Work to complete:
Below are some records; find each line that carries the word "枋湖北二路" and copy it.

(Saved entries)
· · · · ·

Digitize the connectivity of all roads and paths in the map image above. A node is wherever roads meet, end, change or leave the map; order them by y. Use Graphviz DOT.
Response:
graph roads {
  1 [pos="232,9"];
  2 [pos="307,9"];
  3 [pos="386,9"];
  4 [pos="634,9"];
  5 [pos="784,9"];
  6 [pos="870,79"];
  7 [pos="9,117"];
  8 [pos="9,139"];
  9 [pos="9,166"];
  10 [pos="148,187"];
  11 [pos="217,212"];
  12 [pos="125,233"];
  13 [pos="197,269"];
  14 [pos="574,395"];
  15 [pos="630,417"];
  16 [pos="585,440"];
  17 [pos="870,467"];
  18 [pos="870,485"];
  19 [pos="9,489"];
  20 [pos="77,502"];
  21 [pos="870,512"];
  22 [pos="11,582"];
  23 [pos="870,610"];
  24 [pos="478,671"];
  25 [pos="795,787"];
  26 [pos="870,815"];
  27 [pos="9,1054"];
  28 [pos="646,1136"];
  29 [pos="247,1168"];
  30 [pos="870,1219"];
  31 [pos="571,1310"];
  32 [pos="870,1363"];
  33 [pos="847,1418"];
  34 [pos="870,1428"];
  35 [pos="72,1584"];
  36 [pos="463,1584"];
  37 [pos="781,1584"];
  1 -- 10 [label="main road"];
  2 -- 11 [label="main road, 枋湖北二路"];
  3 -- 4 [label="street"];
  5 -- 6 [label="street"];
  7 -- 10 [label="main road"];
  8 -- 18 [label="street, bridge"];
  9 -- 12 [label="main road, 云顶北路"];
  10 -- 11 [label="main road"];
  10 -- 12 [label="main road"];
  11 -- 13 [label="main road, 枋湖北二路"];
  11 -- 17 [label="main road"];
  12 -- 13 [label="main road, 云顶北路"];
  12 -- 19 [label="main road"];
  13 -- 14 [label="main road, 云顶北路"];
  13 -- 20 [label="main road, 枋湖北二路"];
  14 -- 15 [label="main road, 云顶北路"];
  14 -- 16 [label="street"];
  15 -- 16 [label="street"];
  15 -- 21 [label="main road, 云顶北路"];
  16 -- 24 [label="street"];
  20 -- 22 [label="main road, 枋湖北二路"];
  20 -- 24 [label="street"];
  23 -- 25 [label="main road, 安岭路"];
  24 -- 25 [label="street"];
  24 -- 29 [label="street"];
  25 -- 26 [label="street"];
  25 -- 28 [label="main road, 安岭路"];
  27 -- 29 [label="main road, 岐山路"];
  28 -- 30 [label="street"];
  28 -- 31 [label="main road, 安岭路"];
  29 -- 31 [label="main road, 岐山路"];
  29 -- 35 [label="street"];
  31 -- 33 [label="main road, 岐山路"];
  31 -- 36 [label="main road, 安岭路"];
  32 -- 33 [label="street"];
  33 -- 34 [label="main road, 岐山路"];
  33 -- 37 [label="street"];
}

· · · · ·

Result:
  2 -- 11 [label="main road, 枋湖北二路"];
  11 -- 13 [label="main road, 枋湖北二路"];
  13 -- 20 [label="main road, 枋湖北二路"];
  20 -- 22 [label="main road, 枋湖北二路"];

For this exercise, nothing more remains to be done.